Collection entries:
= = = =
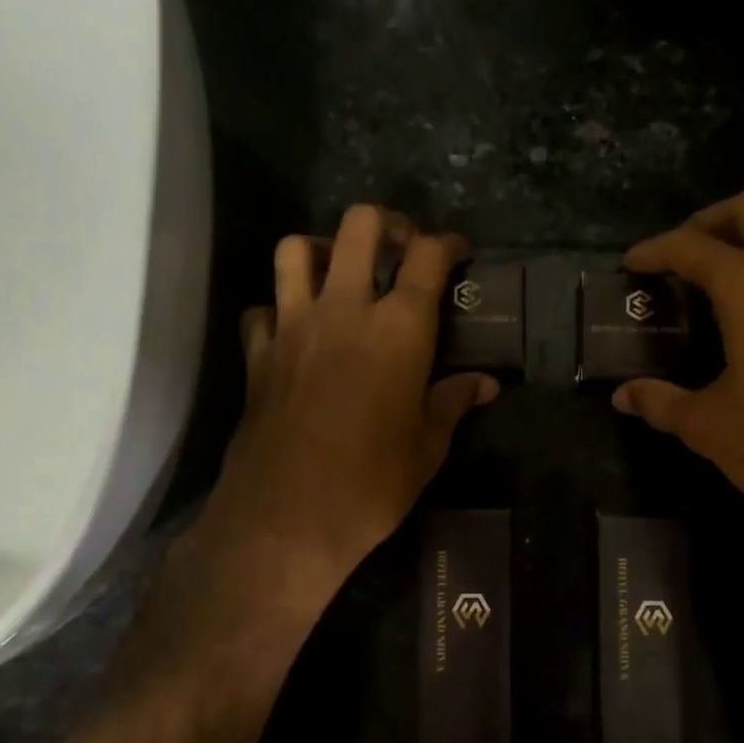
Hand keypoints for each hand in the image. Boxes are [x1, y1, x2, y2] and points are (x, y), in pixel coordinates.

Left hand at [194, 205, 497, 606]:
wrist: (288, 517)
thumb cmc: (372, 483)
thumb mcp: (428, 446)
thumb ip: (454, 402)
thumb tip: (486, 385)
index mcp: (399, 328)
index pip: (428, 257)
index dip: (449, 244)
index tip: (459, 252)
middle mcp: (344, 310)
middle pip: (359, 227)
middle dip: (388, 224)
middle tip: (401, 248)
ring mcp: (293, 326)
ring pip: (295, 250)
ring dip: (322, 249)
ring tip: (340, 273)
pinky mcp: (257, 354)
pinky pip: (261, 308)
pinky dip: (278, 308)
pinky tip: (294, 330)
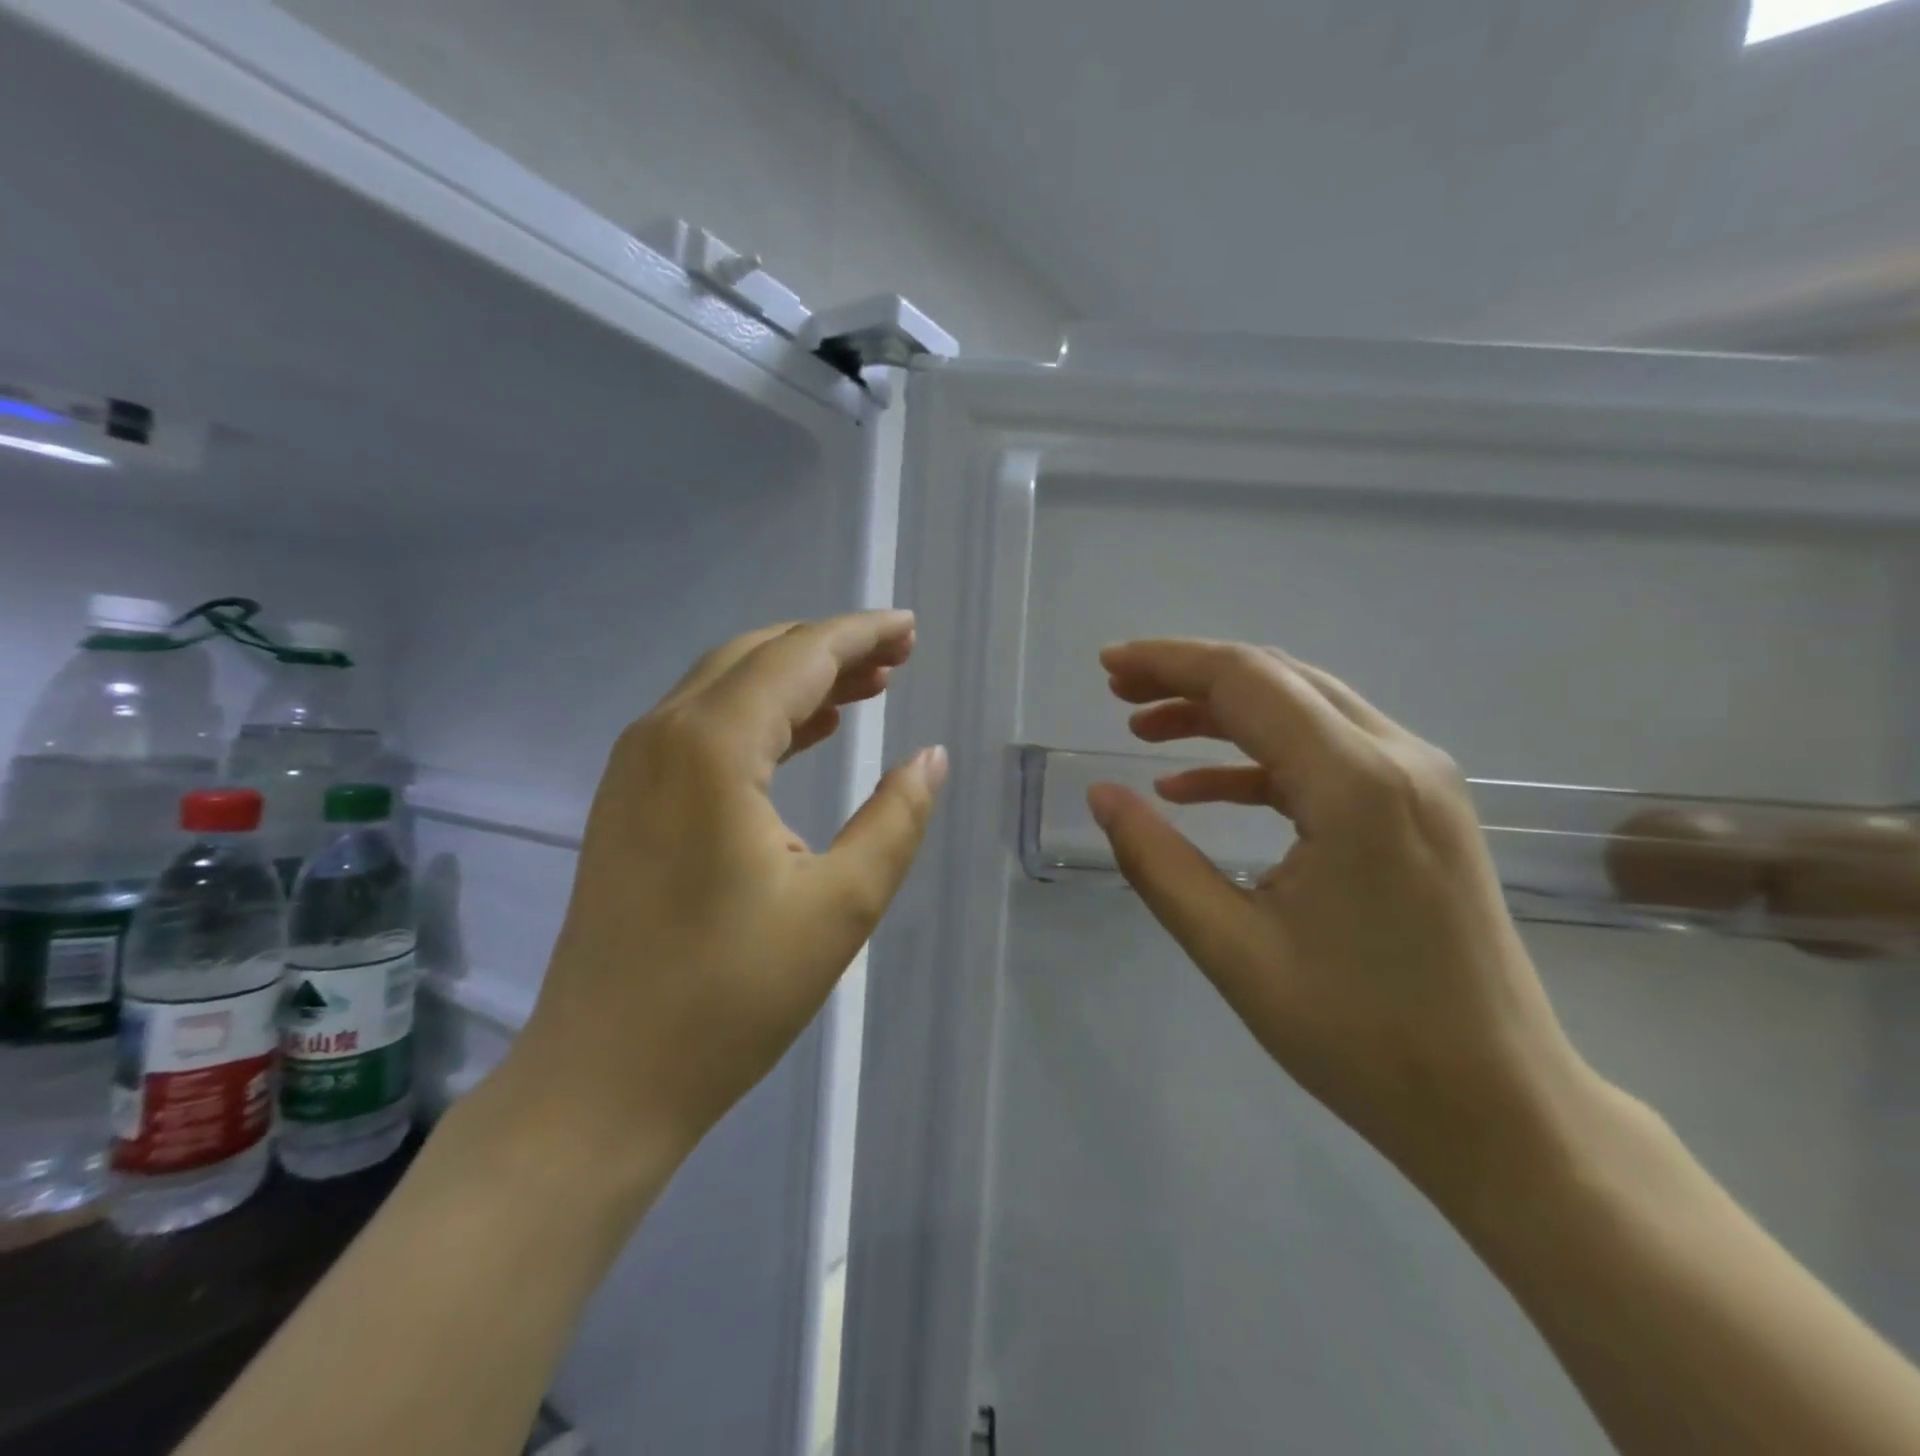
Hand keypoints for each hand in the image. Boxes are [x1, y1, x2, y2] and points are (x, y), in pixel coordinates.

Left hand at [498, 611, 946, 1186]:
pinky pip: (702, 726)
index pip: (798, 656)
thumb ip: (896, 818)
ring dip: (796, 679)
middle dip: (831, 647)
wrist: (604, 1078)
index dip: (860, 634)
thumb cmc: (731, 996)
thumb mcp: (841, 905)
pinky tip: (806, 733)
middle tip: (898, 658)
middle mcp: (662, 735)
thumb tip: (929, 757)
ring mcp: (633, 768)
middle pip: (757, 656)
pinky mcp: (626, 802)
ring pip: (725, 687)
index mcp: (712, 747)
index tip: (911, 628)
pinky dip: (760, 716)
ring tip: (867, 688)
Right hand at [1089, 639, 1603, 1202]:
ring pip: (1304, 709)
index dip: (1169, 663)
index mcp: (1355, 786)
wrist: (1500, 1106)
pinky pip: (1328, 754)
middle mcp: (1399, 759)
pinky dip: (1258, 757)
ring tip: (1146, 731)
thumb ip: (1156, 862)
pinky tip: (1200, 788)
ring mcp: (1421, 781)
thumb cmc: (1362, 1036)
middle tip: (1119, 693)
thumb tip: (1102, 796)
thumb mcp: (1233, 950)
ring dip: (1222, 712)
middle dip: (1190, 677)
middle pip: (1278, 678)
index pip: (1247, 681)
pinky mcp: (1423, 808)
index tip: (1107, 666)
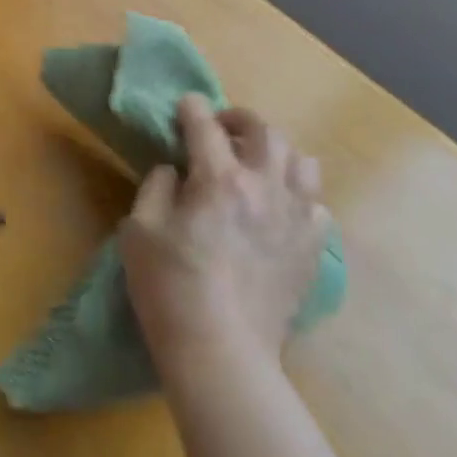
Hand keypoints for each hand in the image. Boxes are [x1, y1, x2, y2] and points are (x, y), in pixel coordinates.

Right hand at [121, 95, 329, 379]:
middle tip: (222, 129)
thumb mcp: (139, 231)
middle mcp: (265, 187)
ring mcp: (296, 218)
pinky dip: (298, 197)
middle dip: (239, 120)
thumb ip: (157, 188)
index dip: (192, 108)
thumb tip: (176, 171)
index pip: (205, 126)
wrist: (221, 351)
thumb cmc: (169, 288)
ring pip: (302, 161)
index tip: (185, 105)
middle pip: (265, 131)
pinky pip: (317, 206)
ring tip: (258, 165)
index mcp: (218, 179)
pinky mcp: (313, 250)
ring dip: (277, 153)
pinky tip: (280, 210)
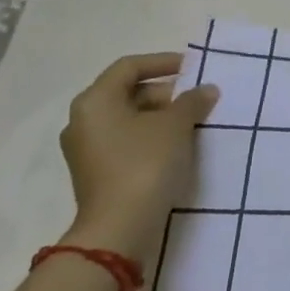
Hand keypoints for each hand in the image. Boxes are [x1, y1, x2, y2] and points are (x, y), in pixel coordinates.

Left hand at [59, 52, 219, 266]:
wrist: (119, 228)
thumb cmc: (144, 164)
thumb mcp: (176, 125)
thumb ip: (192, 101)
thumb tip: (206, 90)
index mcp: (95, 101)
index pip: (129, 67)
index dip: (163, 62)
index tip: (193, 68)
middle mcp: (83, 120)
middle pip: (128, 92)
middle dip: (166, 93)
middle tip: (197, 100)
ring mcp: (87, 149)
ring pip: (129, 118)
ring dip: (162, 116)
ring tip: (193, 122)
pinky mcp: (96, 172)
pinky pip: (126, 141)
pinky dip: (151, 136)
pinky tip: (178, 145)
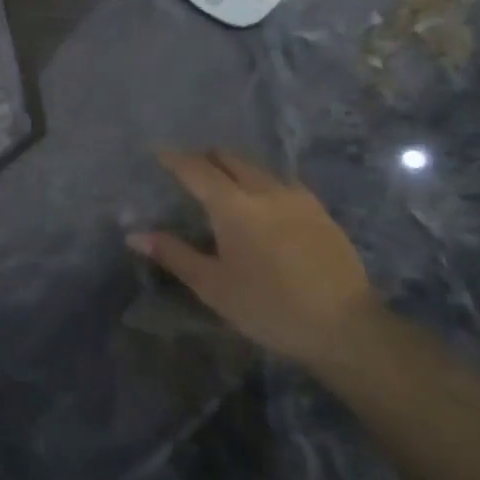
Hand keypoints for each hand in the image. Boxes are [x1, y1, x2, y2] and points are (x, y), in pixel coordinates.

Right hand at [129, 149, 377, 370]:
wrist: (345, 327)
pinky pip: (281, 183)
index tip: (157, 152)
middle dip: (206, 158)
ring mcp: (297, 197)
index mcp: (233, 205)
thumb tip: (135, 235)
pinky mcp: (320, 211)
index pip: (196, 169)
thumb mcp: (213, 286)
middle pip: (230, 158)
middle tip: (188, 170)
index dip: (174, 158)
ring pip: (258, 168)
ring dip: (235, 168)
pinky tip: (262, 204)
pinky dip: (261, 182)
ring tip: (222, 185)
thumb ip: (174, 254)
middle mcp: (265, 190)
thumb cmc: (269, 307)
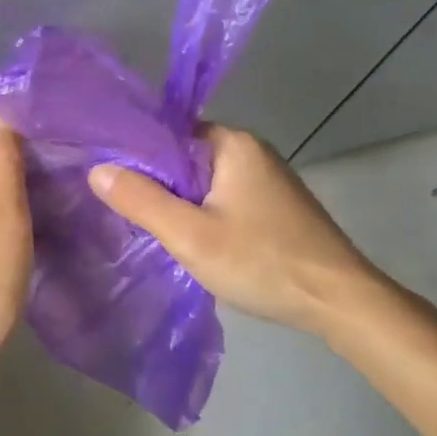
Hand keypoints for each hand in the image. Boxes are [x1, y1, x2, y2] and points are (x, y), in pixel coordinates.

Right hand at [88, 124, 390, 337]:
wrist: (339, 302)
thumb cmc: (262, 262)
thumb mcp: (190, 235)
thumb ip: (141, 200)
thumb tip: (97, 169)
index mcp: (232, 143)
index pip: (168, 133)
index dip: (136, 156)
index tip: (109, 181)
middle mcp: (251, 150)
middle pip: (185, 157)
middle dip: (156, 183)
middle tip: (126, 212)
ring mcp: (266, 178)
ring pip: (203, 181)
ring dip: (179, 202)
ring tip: (152, 229)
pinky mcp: (273, 205)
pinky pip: (223, 197)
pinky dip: (203, 213)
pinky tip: (191, 239)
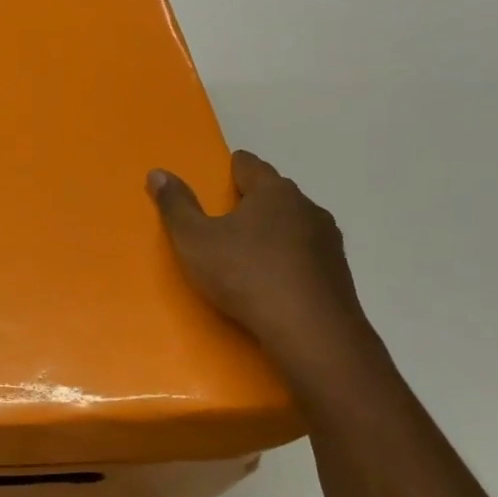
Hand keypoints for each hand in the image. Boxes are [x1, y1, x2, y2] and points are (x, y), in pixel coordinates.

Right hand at [149, 149, 367, 363]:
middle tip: (226, 220)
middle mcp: (307, 207)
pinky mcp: (339, 273)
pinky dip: (290, 259)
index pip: (250, 164)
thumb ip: (176, 206)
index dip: (231, 168)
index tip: (219, 179)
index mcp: (273, 191)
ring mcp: (328, 241)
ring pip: (295, 224)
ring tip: (250, 253)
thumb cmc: (245, 275)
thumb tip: (158, 172)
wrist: (310, 331)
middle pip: (275, 193)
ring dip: (274, 232)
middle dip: (253, 201)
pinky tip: (274, 281)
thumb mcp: (195, 241)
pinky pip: (307, 255)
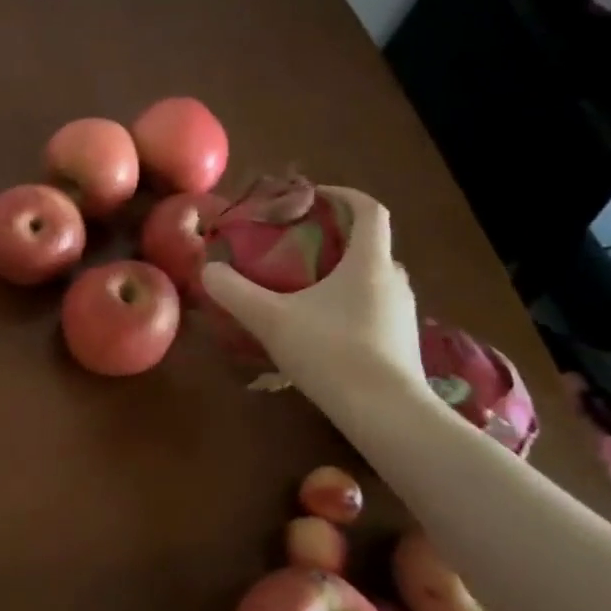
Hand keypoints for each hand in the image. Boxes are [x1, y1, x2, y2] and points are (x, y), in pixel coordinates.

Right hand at [200, 188, 423, 407]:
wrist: (386, 415)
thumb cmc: (331, 352)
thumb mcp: (270, 319)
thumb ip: (234, 291)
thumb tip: (208, 270)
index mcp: (369, 262)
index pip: (368, 209)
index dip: (341, 195)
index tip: (311, 197)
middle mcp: (394, 281)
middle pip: (369, 244)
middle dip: (335, 237)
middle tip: (297, 244)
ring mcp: (403, 314)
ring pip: (372, 279)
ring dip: (342, 273)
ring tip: (304, 286)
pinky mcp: (402, 343)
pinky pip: (374, 308)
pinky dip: (349, 304)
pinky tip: (321, 327)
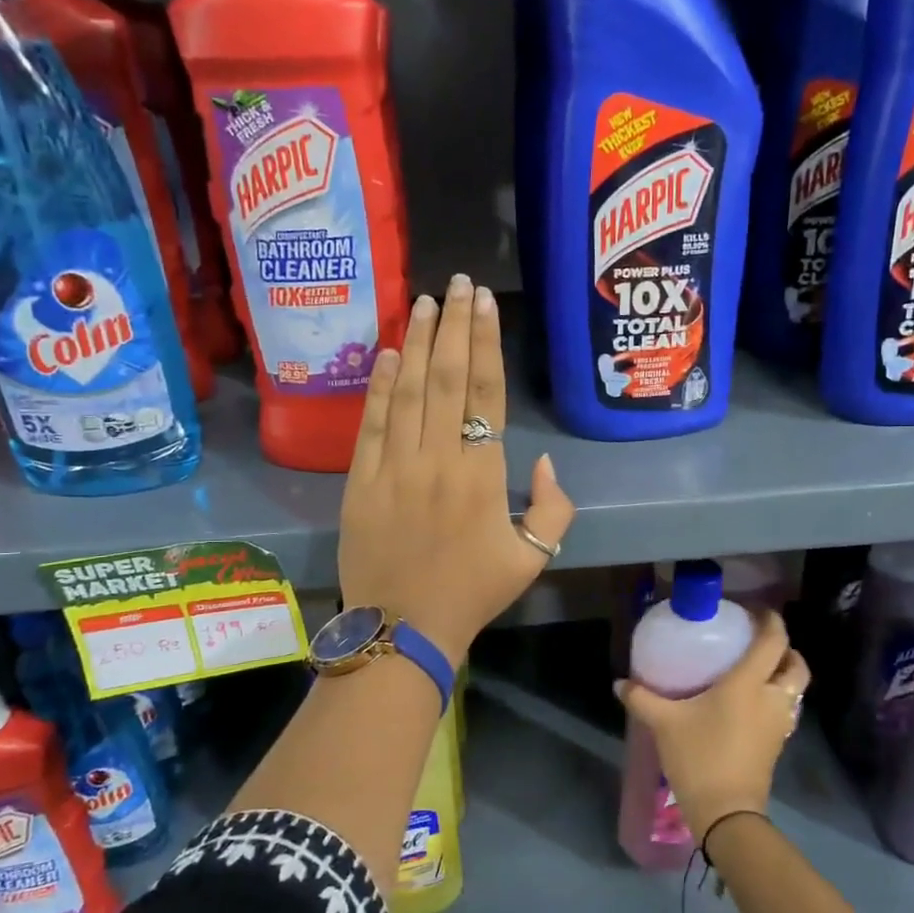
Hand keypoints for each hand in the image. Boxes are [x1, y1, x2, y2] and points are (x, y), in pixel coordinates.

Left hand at [338, 275, 575, 662]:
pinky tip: (384, 354)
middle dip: (453, 325)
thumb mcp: (532, 559)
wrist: (403, 628)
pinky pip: (371, 423)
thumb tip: (543, 462)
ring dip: (415, 342)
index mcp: (482, 474)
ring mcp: (394, 467)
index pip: (485, 392)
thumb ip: (553, 508)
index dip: (485, 343)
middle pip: (446, 378)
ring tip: (423, 302)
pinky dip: (378, 386)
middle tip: (458, 283)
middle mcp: (438, 458)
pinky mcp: (360, 481)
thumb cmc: (472, 593)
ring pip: (406, 391)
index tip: (484, 303)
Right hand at [615, 611, 809, 842]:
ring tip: (755, 671)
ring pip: (795, 689)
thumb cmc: (699, 756)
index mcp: (749, 683)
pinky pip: (786, 710)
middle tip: (759, 643)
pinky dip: (776, 698)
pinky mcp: (777, 744)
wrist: (727, 813)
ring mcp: (779, 724)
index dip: (771, 621)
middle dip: (785, 649)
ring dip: (783, 675)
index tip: (756, 611)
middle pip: (796, 665)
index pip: (773, 641)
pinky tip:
= = = =
**Work task**. Write out, exactly and with no pictures, the lines of the data from the first through the line containing "pinky mcp: (626, 802)".

**Reply to the exercise**.
Hand keypoints for each hand in the image. Boxes are [x1, y1, x2, y2] and points are (x, y), in pixel coordinates.

Left hand at [194, 205, 497, 606]:
wrist: (288, 517)
thumb cmc: (372, 483)
thumb mcp: (428, 446)
thumb ip: (454, 402)
thumb tip: (486, 385)
index mcp: (399, 328)
index pip: (428, 257)
index dip: (449, 244)
index tip: (459, 252)
middle mcp: (344, 310)
middle pip: (359, 227)
middle dip: (388, 224)
middle tip: (401, 248)
ring mcp: (293, 326)
ring pip: (295, 250)
ring dip: (322, 249)
ring tip: (340, 273)
pinky mcp: (257, 354)
pinky pip: (261, 308)
pinky dip: (278, 308)
pinky tip: (294, 330)
Hand keypoints for each hand in the image. Boxes are [x1, y1, x2, y2] and points are (x, y), in pixel coordinates.

Left hand at [498, 611, 946, 1186]:
pinky pip: (702, 726)
index pip: (798, 656)
thumb ip: (896, 818)
ring dip: (796, 679)
middle dip: (831, 647)
wrist: (604, 1078)
index dip: (860, 634)
thumb cmc: (731, 996)
thumb mcp: (841, 905)
pinky tip: (806, 733)
middle tip: (898, 658)
middle mcp: (662, 735)
thumb tip: (929, 757)
ring mcp: (633, 768)
middle pip: (757, 656)
pinky mcp: (626, 802)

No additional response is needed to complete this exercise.